Egg Beaters
- Product type: Liquid eggs and egg whites
- Owner: Post Holdings
- Introduced: 1972; 54 years ago
- Website: www.eggbeaters.com

= Egg Beaters =

Brand of packaged egg whites

Egg Beaters is a product marketed in the United States as a healthy substitute for whole eggs. It is a substitute for whole/fresh eggs (from the shell) that contains less cholesterol, but it is not an egg substitute (in the sense of a food to replace eggs for people with egg allergies). Egg Beaters is primarily egg whites with added flavorings, vitamins, and thickeners xanthan gum and guar gum. It contains real egg whites, but no egg yolks.

==Past and present==
The Egg Beaters product was introduced in 1972 at a time when there was a widespread public perception in various countries that any dietary cholesterol was detrimental to cardiovascular health. Because egg yolks have plenty of cholesterol, this notion created a market demand for a way to eat eggs or egg-like foods without ingesting dietary cholesterol. The Egg Beaters product served this demand with egg whites that were convenient (required no eggshell handling and no yolk separating by the user) and yet still had the pleasing yellowness and texture of regular beaten (whole) eggs. The product was originally sold frozen as "Fleischmann's Egg Beaters". Advertisements at the time stated: "Fleischmann's has substituted yolk-like ingredients for the cholesterol packed yolk of a fresh egg." A 16 usoz package cost 79 cents in 1973. The refrigerated version was introduced in 1994. For a brief time, the company sold Egg Beaters With Yolk, which contained a small amount of yolk.

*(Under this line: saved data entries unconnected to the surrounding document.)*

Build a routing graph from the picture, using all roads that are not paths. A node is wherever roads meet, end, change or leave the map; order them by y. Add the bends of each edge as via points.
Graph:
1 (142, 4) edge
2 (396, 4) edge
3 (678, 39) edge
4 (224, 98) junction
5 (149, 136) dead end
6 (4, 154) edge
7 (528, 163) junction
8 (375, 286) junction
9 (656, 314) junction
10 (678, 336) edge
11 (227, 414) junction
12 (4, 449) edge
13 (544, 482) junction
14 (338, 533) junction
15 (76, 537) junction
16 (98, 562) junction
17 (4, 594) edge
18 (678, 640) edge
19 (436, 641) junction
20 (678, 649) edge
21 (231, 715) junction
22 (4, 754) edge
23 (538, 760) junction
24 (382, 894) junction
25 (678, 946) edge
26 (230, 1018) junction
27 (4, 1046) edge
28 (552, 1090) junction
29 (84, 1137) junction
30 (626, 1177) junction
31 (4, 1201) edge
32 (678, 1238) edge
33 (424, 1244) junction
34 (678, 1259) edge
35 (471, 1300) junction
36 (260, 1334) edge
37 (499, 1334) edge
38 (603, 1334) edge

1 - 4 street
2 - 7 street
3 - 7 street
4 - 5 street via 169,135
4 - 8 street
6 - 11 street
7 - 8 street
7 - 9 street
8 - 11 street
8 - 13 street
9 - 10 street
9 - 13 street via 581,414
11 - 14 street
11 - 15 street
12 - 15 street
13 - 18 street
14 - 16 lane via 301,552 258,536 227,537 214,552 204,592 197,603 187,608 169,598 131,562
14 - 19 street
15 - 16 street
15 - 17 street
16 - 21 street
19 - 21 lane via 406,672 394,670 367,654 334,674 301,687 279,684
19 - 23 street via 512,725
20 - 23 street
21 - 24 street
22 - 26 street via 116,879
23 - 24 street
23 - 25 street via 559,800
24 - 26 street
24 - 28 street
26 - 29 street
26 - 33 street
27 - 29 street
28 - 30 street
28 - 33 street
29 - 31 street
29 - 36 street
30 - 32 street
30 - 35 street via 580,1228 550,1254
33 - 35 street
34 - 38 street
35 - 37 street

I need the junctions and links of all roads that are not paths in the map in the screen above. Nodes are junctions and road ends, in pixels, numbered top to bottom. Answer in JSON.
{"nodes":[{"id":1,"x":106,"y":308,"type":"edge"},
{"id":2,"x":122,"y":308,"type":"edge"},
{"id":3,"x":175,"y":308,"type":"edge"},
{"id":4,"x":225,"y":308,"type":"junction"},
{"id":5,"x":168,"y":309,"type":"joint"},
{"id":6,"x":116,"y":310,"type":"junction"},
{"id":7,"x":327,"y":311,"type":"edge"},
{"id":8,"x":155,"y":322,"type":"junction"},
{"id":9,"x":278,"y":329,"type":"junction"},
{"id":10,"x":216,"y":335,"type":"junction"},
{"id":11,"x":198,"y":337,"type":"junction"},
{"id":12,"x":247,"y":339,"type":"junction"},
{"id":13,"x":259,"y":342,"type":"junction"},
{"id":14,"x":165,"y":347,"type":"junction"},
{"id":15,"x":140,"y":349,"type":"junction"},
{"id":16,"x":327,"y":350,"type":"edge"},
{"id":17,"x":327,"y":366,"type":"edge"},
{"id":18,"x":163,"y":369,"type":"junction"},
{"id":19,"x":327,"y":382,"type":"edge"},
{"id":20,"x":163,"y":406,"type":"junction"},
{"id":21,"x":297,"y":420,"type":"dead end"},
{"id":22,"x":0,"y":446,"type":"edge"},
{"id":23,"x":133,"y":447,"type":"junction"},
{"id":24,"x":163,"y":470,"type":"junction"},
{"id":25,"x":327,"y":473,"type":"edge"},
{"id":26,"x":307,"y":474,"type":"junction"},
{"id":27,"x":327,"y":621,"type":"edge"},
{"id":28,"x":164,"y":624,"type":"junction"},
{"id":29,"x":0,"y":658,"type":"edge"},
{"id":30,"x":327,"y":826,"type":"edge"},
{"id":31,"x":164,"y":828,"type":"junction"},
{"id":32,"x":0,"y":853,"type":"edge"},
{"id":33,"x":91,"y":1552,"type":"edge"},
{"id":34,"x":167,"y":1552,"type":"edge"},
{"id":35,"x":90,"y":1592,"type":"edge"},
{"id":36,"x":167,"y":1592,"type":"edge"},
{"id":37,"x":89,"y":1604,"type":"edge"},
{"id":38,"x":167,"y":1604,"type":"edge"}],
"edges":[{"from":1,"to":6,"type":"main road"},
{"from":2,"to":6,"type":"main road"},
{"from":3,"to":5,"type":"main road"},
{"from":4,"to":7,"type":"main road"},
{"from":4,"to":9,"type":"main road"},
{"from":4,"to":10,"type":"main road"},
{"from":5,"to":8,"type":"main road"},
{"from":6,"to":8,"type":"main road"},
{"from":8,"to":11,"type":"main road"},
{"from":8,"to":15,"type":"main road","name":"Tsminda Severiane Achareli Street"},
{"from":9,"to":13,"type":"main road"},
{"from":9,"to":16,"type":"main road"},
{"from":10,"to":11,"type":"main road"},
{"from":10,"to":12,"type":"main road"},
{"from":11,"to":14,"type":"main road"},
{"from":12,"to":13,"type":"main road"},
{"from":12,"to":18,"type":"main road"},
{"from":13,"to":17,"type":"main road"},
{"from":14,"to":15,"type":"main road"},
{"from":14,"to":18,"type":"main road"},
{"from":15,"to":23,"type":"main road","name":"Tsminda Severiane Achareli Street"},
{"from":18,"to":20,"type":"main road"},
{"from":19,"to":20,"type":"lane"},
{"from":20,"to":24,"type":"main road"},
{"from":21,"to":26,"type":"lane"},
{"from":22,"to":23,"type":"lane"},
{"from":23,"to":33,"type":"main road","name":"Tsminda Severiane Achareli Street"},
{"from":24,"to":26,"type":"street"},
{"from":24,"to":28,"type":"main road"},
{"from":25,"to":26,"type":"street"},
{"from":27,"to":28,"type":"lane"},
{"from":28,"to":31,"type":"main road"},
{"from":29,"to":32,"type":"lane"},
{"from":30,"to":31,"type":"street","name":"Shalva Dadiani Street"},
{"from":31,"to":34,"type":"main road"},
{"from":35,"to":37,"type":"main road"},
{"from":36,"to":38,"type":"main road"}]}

The product was originally introduced by Standard Brands, which merged with Nabisco in 1981 to form Nabisco Brands, Inc. ConAgra acquired Nabisco's refrigerated food business in late 1998. Conagra sold Egg Beaters to Post Holdings Inc in May 2021.

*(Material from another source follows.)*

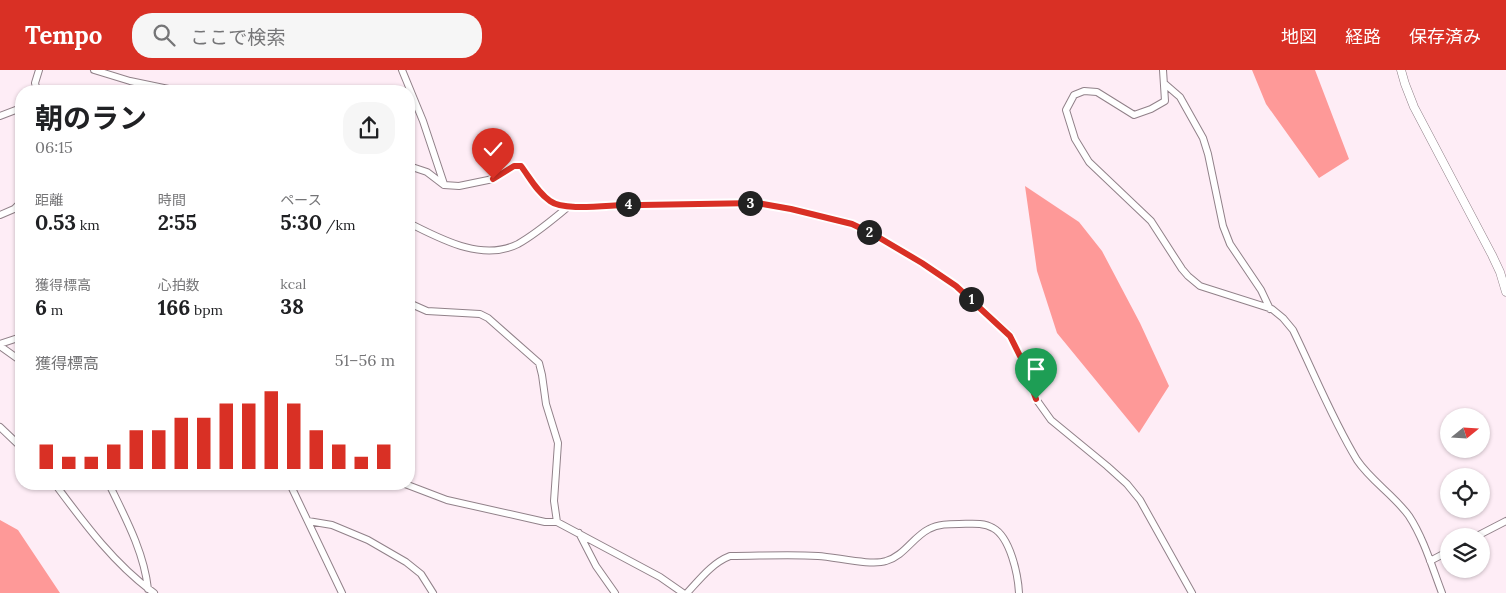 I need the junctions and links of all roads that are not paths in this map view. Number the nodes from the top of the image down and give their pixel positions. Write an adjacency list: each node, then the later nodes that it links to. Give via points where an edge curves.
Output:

Egg Beaters are sometimes included as part of a heart healthy diet. Dr. J. David Spence, a professor of neurology and clinical pharmacology at Western University and a cholesterol researcher, has recommended Egg Beaters for people who are at high risk for heart attacks and strokes.

==Variations==
Egg Beaters are sold frozen or refrigerated in various size containers and seven varieties, Original, 100% Egg Whites, Garden Vegetable, Cheese & Chives, Southwestern Style, Three Cheese, and Florentine. Most contain no fat or cholesterol, and all provide substantially less food energy (calories), fat, and cholesterol than whole eggs.